Document Type

Honors Project On-Campus Access Only


Garlic mustard (Alliaria petiolata) is a non-native understory herb native to Eurasia. It is considered invasive and has spread throughout North American forests, notably forming dense monocultures with little to no native plant biodiversity. Previous studies have hypothesized that white-tailed deer (Odocoileus virginianus) facilitate garlic mustard expansion; as deer populations grow beyond carrying capacity, selective herbivory and disturbance could allow garlic mustard to infiltrate ecosystems while avoiding direct competition. Deer exclosures were constructed at Katharine Ordway Natural History Study Area in 2018 to investigate how deer removal affects (i) garlic mustard growth and (ii) understory community composition, and (iii) how these effects differ across naturally occurring garlic mustard densities. Exclosures were placed in areas with high or low densities of garlic mustard and paired plots were selected inside and outside of the exclosures.
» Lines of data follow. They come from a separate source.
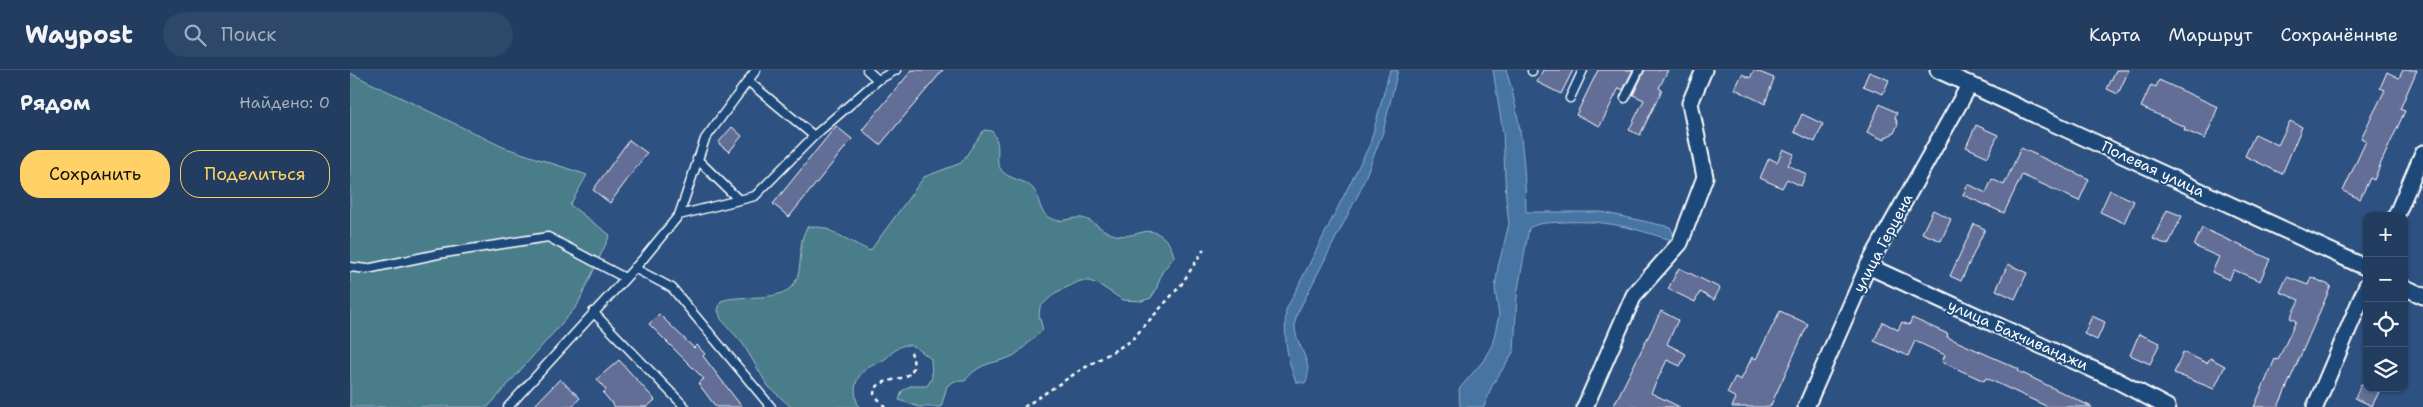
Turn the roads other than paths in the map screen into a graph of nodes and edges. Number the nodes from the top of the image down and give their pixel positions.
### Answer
1 (756, 70) edge
2 (867, 70) edge
3 (896, 70) edge
4 (1583, 70) edge
5 (1639, 70) edge
6 (1704, 70) edge
7 (1938, 70) edge
8 (878, 80) junction
9 (748, 81) junction
10 (1970, 84) junction
11 (1570, 98) dead end
12 (1625, 98) dead end
13 (814, 136) junction
14 (2423, 153) edge
15 (697, 159) junction
16 (739, 200) junction
17 (2398, 212) edge
18 (679, 215) junction
19 (1868, 266) junction
20 (2363, 266) edge
21 (350, 267) edge
22 (634, 268) junction
23 (625, 278) junction
24 (2408, 289) edge
25 (2363, 294) edge
26 (2423, 296) edge
27 (593, 312) junction
28 (508, 407) edge
29 (685, 407) edge
30 (771, 407) edge
31 (1585, 407) edge
32 (1806, 407) edge
33 (2168, 407) edge
34 (2315, 407) edge

1 - 9 lane
2 - 8 lane
3 - 8 lane
4 - 11 lane
5 - 12 lane
6 - 31 street
7 - 10 street, Полевая улица
8 - 13 lane
9 - 13 lane
9 - 15 lane
10 - 19 street, улица Герцена
10 - 20 street, Полевая улица
13 - 16 lane
14 - 17 street
15 - 16 lane
15 - 18 lane
16 - 18 lane
18 - 22 lane
19 - 32 street, улица Герцена
19 - 33 street, улица Бахчиванджи
21 - 23 lane
22 - 23 lane
22 - 30 lane
23 - 27 lane
24 - 26 street
25 - 34 street
27 - 28 lane
27 - 29 lane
Vegetation surveys were conducted in 2018, 2019, and 2022 to measure understory community response to deer removal across garlic mustard concentrations. Community composition, assessed by principal component analysis, changed significantly over time in exclosure areas; exclosed areas became more different over time, especially in high garlic mustard areas. Canadian wood nettle (Laportea canadensis) dominated two exclosures in high garlic mustard areas (>90% coverage) with little cover in the respective paired plots (<4%). Linear mixed models showed no significant effects of treatment for garlic mustard total cover, rosette cover, stem cover, or the number of stems within plots, although this could be confounded by its biennial phenology. Differences in the species represented in the five tallest plants in each plot were significant in 2020-2022 for high garlic mustard areas and for 2022 in low garlic mustard areas, supporting the hypothesis that treatment effects would be more significant in high garlic mustard areas. Overall, these results indicate that deer have a greater effect on community composition in high garlic mustard areas.